What My Grandfather Taught Me About Inheritance
Hi friends,
I know—it’s been a while.
A few years ago, I started writing weekly newsletters to share thoughts on personal history, legacy, and family connection.
Then… life happened.
I had a baby. My husband had surgery. I didn’t sleep for a year (thank you, new baby). We lost two family members. Meanwhile, my business was growing faster than ever.
I’ve missed writing regularly—and I have pages and pages of ideas I want to share with you.
This week marks my commitment to begin again, and I want to start with something I’ve changed my mind about recently—something that’s shifted the way I think about legacy, family, and what we leave behind.
For a long time, I did not believe in inheritance. Not because I thought it was wrong, necessarily, but because it wasn’t a concept that applied to me.
I grew up in a family that didn’t have much. My parents and extended family prioritized self-reliance, hard work, and independence. The message I internalized early on was that if you wanted something in life, you’d have to get it yourself, because no one was going to hand you anything.
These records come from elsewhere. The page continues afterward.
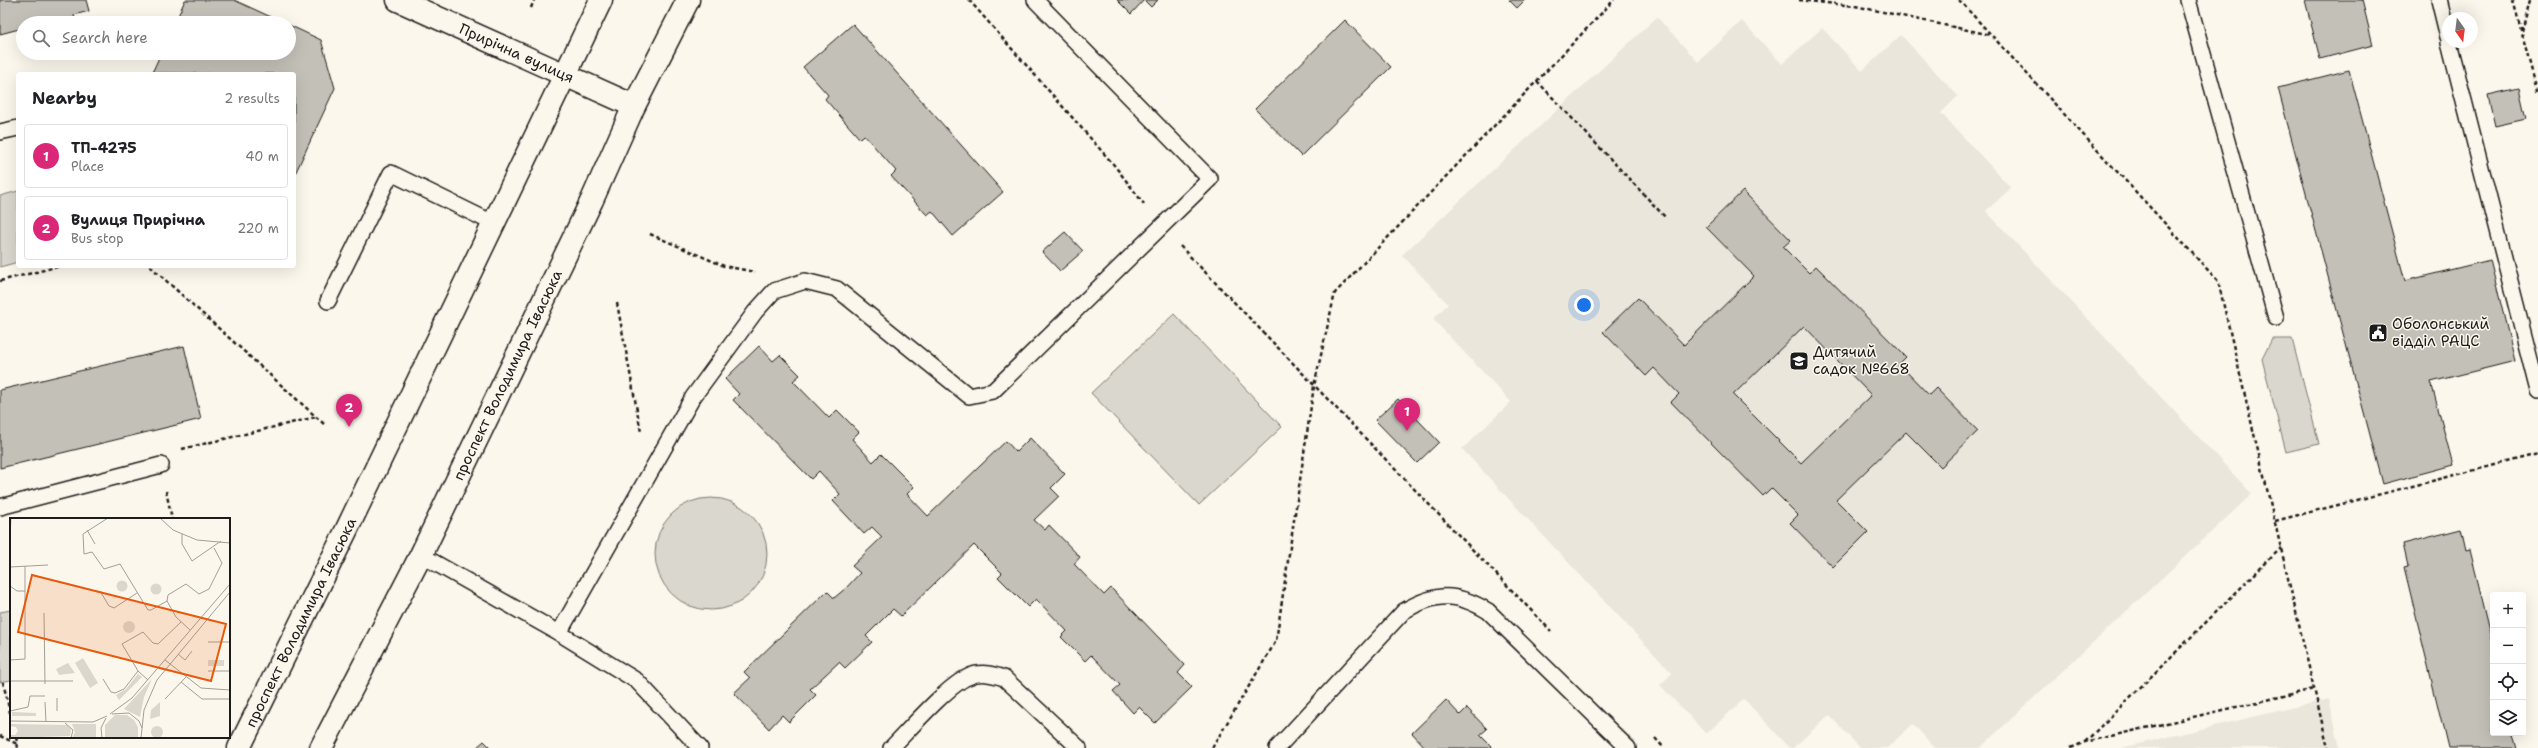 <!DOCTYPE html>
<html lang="en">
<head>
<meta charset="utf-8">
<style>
	body { margin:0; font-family:"Shantell Sans",sans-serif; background:#f2f2f2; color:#202124 }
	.controls { position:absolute; right:12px; bottom:12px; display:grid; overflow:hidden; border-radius:4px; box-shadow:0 4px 16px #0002 }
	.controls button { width:36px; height:36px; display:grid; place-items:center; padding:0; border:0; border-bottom:1px solid #e0e0e0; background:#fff; color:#202124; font:20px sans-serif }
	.compass { position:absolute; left:2442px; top:12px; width:36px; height:36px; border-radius:50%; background:#fff; box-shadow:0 4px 16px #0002; rotate:166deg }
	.you { position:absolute; left:1584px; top:305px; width:14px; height:14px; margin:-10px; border:3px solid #fff; border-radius:50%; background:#1a73e8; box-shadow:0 0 0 6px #1a73e833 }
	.badge { display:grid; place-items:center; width:26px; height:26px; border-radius:50%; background:#db2777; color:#fff; font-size:13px; font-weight:700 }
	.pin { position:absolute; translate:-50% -33px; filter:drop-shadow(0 1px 2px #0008) }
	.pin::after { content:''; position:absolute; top:21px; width:14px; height:12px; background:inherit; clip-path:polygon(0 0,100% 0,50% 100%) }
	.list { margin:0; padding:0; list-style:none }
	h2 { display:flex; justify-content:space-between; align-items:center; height:52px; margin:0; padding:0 16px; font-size:17px }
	h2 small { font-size:13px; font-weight:400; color:#757577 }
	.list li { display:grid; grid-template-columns:26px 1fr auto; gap:12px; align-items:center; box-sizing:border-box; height:64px; margin:0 8px 8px; padding:0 8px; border:1px solid #e0e0e0; border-radius:4px }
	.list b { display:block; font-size:15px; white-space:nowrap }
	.list p { margin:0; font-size:13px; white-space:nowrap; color:#757577 }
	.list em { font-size:13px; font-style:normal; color:#757577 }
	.icon { flex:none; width:22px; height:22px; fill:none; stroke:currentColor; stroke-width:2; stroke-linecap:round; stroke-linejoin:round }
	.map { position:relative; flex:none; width:2538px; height:748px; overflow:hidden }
	.search { position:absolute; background:#fff; box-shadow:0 4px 16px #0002; left:16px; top:16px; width:280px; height:44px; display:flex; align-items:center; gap:10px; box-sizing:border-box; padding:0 14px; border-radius:22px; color:#757577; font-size:15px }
	.panel { position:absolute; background:#fff; box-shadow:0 4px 16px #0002; left:16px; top:72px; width:280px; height:196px; border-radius:4px }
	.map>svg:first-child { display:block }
	.built { fill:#eae6dc }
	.green { fill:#dad7ce; stroke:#7b7a75 }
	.building { fill:#c3c0b8; stroke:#1c1c1c; fill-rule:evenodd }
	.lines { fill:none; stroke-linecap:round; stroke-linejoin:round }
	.service-casing { stroke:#1c1c1c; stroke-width:18 }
	.minor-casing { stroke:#1c1c1c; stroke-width:25 }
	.secondary-casing { stroke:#1c1c1c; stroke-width:25 }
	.path { stroke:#1c1c1c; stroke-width:2.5; stroke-dasharray:4 3; stroke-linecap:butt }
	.service { stroke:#fbf7ec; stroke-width:15 }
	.minor { stroke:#fbf7ec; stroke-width:22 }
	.secondary { stroke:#fbf7ec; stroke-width:22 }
	.labels { text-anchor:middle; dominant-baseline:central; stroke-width:3; stroke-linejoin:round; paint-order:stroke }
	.street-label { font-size:15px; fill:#1c1c1c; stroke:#fbf7ec }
	.poi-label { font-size:15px; fill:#1c1c1c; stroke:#fbf7ec; text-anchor:start }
	.inset-road { fill:none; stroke:#a29f99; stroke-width:1 }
	.view { fill:#e8590c; fill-opacity:0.15; stroke:#e8590c; stroke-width:2 }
	.inset-edge { fill:none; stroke:#1c1c1c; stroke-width:2 }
</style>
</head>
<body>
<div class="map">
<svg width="2538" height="748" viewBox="0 0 2538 748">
	<rect width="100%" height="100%" fill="#fbf7ec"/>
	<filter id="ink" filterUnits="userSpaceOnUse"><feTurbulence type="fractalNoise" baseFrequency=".025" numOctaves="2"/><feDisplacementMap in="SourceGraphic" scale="8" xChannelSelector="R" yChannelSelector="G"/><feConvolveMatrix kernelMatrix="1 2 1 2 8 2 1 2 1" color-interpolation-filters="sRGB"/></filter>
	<g filter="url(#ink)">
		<path class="built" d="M1657,17l41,45 44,-41 40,43 40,-36 40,43 39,-36 57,61 -17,17 70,75 -25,23 266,283 -272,254h-45l-22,-24 -26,24h-27l-31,-33 -36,33h-3l-46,-49 -38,35 -46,-49 12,-12 -210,-224 49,-47 -78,-83 15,-15 -46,-49z
			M2329,699l11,49h-219z"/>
		<path class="green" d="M18,191v71l-18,5v-71z
			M1174,314l108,113 -83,78 -108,-112z
			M2272,339h20l27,105 -33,8 -24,-93z
			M655 554a56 56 0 1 1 112 0a56 56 0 1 1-112 0Z
			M11,610v70l-11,2v-70z"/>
		<path class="building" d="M0,0h86l3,11 -15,4 2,8h-53v5l-23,6z
			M185,0h49l50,23h-109z
			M1117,0h41l-7,7 -7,-7 -13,14z
			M1509,0h16l-8,8z
			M2305,0h57l11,45 -53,14z
			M1345,20l46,47 -90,89 -46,-47z
			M853,24l150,168 -50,44 -21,-25 -5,4 -36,-39 5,-5 -32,-36 -4,4 -35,-40 3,-4 -25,-28z
			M289,25l32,15 14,48 -41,88v-102l-142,-1 9,-20h128z
			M2349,70l56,211 85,-21 25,101 -84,21 22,83 -70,19 -105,-396z
			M2519,88l7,31 -31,7 -7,-31z
			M1743,191l48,49 -8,7 26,26 7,-7 90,91 -7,7 30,31 7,-7 42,43 -37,36 -35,-35 -70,68 32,32 -35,35 -43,-44 8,-8 -27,-27 -8,8 -92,-94 8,-8 -25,-26 -8,8 -43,-44 35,-34 46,47 70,-69 -48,-49zM1804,326l67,69 -70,68 -68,-68z
			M1065,232l18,19 -23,20 -18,-19z
			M184,346l17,73 -201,49v-78z
			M759,346l14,15 7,-6 20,20 -7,6 36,37 8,-8 22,22 -7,7 21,23 8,-8 33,33 -7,7 21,22 78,-75 10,11 14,-14 35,36 -14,14 8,8 -25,24 11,10 4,-5 31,32 -6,7 30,31 7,-7 74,77 -7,8 14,14 -37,36 -16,-16 -6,6 -20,-22 7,-6 -29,-30 -6,6 -24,-24 6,-6 -31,-32 -8,8 -30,-30 4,-4 -28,-28 -73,71 -8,-7 -27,27 6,6 -27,26 -6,-6 -29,27 6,6 -27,27 -7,-7 -13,14 -35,-36 16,-15 -6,-6 83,-81 7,7 12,-10 14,-15 -8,-7 30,-29 -10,-10 -8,7 -31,-33 7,-7 -21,-23 -8,8 -78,-79 6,-6 -14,-15z
			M1398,399l41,43 -22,21 -42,-43z
			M2461,529l5,22 4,-1 23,93v90h19l4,15h-68l-44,-181 4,-1 -5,-22z
			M1446,700l14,15 7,-7 20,21 -7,6 13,13h-67l-14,-15z
			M484,741l7,7h-15z"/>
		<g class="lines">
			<defs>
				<path id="service" d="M2188,0l88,318
					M2439,0l9,37
					M2449,42l89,349
					M0,132l18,-4
					M328,301l63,-128 104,51
					M0,507l161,-42
					M421,555l138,78 78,48 63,67
					M559,633l134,-236 62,-85 19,-21 31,-10 32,8 132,107 24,-5 217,-212 -175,-179
					M891,748c17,-17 57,-63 77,-71 12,-6 24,-3 36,1l75,70
					M1277,748l127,-137c32,-19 52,-19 84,0l140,137"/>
				<g id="minor">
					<path id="s1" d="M398,0l236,106"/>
				</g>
				<g id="secondary">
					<path id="s2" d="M239,748l107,-217 255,-531"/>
					<path id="s3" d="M321,748l100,-193 171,-355 42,-94 54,-106"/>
				</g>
			</defs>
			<use href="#service" class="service-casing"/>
			<use href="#minor" class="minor-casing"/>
			<use href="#secondary" class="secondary-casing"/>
			<path class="path" d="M969,0l145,165 30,39
				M1799,0l56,6 136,29
				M1959,0l259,281 110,467
				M2513,0l25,94
				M531,8l3,-8
				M2522,31l8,-31
				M1537,81l129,137
				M650,234l74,32 31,6
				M1180,246l371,385
				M150,266l174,158
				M0,281l60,-15
				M617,303l24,129
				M182,449l134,-32
				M166,491l6,28
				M2275,521l263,-67
				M3,682l8,35
				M0,736l17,8
				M16,737l2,11
				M1655,738l9,10
				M2085,742l196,-194
				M1212,748l64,-107 38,-255 21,-93 279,-293
				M2071,748l14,-6 229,-53"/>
			<use href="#service" class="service"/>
			<use href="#minor" class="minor"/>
			<use href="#secondary" class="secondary"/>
		</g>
	</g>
	<defs>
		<symbol id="civic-square" viewBox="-11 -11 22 22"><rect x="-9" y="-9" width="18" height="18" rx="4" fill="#1c1c1c" stroke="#fbf7ec"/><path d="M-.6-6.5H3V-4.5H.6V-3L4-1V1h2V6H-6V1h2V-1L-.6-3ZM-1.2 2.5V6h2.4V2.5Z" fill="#fff"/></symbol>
		<symbol id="school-square" viewBox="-11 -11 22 22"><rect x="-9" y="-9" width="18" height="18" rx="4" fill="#1c1c1c" stroke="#fbf7ec"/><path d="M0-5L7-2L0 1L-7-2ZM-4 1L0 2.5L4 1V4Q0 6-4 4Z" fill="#fff"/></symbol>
	</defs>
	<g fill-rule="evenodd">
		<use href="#civic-square" x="2367" y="322" width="22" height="22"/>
		<use href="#school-square" x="1788" y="350" width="22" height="22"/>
	</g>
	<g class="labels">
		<g class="street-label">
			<text stroke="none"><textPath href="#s1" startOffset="130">Прирічна вулиця</textPath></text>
			<text stroke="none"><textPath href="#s3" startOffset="417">проспект Володимира Івасюка</textPath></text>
			<text stroke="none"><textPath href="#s2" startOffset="140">проспект Володимира Івасюка</textPath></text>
		</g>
		<g class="poi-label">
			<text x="2392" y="324">Оболонський<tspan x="2392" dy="17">відділ РАЦС</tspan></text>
			<text x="1813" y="352">Дитячий<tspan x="1813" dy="17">садок №668</tspan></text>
		</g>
	</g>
	<g transform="translate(10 518)">
		<rect width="220" height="220" fill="#fbf7ec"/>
		<path d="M106.5 68a5.5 5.5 0 1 1 11 0a5.5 5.5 0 1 1-11 0ZM140.5 71a5.5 5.5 0 1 1 11 0a5.5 5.5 0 1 1-11 0ZM113 109a6 6 0 1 1 12 0a6 6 0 1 1-12 0ZM73,140l15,25 -8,5 -15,-25zM198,142h16v6h-16zM58,145l7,10 -16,2 -3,-6zM128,156l4,3 -23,23 -3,-5 10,-6zM142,161l-8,18 -4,20 -16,-8zM150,184v14l-10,3 1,-9zM2,194l24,1v3h-24zM105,197h12l7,5 4,7v11h-33v-13zM0,206l57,1 4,4 -1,7 -60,2v-3h5l3,-4 -2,-4 -6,-1zM62,206h24v14h-24l3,-6zM141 214a6 6 0 1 1 12 0a6 6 0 1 1-12 0Z" fill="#dad7ce"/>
		<path class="inset-road" d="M98,0l-25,16 1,20 8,-2 12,17 16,-5 28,46h3l16,-9 9,16 14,13M150,0l13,12 24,10 33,3M77,12l8,14M172,16v10l10,17 29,-20M0,18l1,-18M0,49l38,-2M0,68l7,5h8M90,73l9,15 5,2 23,-15M157,83l1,-6 18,-11 13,10 10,-5 13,-26 -8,-15M34,95l1,71M198,124h22M168,136l7,6 7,-9M0,142l15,-1v-93M155,142l36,28 29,2M198,153h22M93,161l8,13 4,1 9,-4 14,-18M138,162l-10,-9 -16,-27 21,-12 10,11 5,1 23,-22M0,163h63M171,164l21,17h28M47,180v13M155,181l21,-22M35,184l1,20M0,193l18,-4 2,-11h15M100,196l22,-16 98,-114M102,196l17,-1 10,8 3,7M0,203l83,1 14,-6M55,205l8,7 -2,8M92,220l-1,-10 5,-10M131,220l3,-28 13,-30 73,-88"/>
		<path class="view" d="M22,57l194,49 -15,57 -193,-49z"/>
		<rect width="220" height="220" class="inset-edge"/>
	</g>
</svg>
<div class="controls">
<button>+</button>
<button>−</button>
<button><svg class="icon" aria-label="locate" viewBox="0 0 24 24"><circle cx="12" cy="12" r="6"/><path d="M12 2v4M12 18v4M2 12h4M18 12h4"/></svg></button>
<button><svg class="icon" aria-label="layers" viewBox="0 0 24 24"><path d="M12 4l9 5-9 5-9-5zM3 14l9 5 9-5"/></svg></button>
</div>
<svg class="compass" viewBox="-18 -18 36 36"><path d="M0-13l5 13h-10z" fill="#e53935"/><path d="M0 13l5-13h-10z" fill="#757577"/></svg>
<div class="you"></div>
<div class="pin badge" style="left:1407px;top:431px">1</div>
<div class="pin badge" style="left:349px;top:427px">2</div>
<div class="search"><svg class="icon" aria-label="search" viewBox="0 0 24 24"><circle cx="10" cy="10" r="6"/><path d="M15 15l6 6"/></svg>Search here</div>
<section class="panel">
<h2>Nearby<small>2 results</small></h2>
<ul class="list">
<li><span class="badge">1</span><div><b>ТП-4275</b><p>Place</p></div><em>40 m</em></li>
<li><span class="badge">2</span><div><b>Вулиця Прирічна</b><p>Bus stop</p></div><em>220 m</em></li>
</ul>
</section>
</div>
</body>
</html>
Those are important lessons for many reasons, and I’m grateful for them. But in the context of family, wealth, and legacy, I’ve come to believe there’s a better way.
The lesson came through loss. My mom died unexpectedly. And then my grandpa passed too.
In the wake of their deaths, my siblings and I were shocked to learn that they had left us something—not much, in fact they were very meager inheritances by the world’s standards, but still—a gift none of us were expecting.
I cried when I saw the checks. Not because of the money itself, but because of what it represented. The thoughtfulness and care that went into both my mom and grandpa’s desire to leave something for us.
Their gifts hit me hard. When the money arrived in my bank account, I felt the weight of a trust I hadn’t before experienced. The funds from my mom came from the sale of her home—a place she had dreamed of for years, through two bouts of homelessness and fifteen years as a single mother, raising eight children on her own under very difficult circumstances.
From my uncle, I learned that the modest check each of us received from my grandpa came from the sale of my great-grandfather’s farm five decades ago. My grandpa had lived simply, storing the extra money in investments for all this time, specifically so that he could leave us each a little when he died.
These are gifts I don’t take lightly. To me, they’re proof of love, sacrifice, and long-term thinking. It’s a legacy that connects me to three generations ahead of me. People who endured hardship and made sacrifices so that I, and now my children, could have something more.
There is nothing in me that’s tempted to spend that money, because I understand what it represents. After counseling with my husband about it, we tucked it away into investments with the hope of growing it and passing it on to our children. To me, it’s sacred. Not because of the dollar amount—but because of what it represents.
And that’s what’s changed for me.
I used to think the best thing I could do for my children was to teach them to be self-sufficient. To earn their way, as I had to. And that’s still part of my job. But now I also believe it’s my responsibility to bless their lives as much as I can. To let them feel, tangibly, that they are part of a chain of generations who love them and want what’s best for them.
What made this gift most powerful to me wasn’t the money—it was the story behind it.
If I had received that inheritance with no context, it might have felt like a random windfall. But knowing the backstory—my mother’s dream of home ownership, my grandfather’s fifty-year act of stewardship—made all the difference. It removed entitlement and replaced it with gratitude.
In this day and age, many of us will be in a position to leave more than what was left to us. But how will the next generation receive that gift? Will they understand its meaning?
That depends on what we share.
Stories aren't just sentimental. They're the most powerful tools we have to convey values, communicate sacrifice, and give context to what we leave behind. They transform a check into a connection. A bank balance into a blessing. A dollar amount into a legacy.
So if you're planning to pass something on, don’t stop at money. Leave a piece of yourself, too.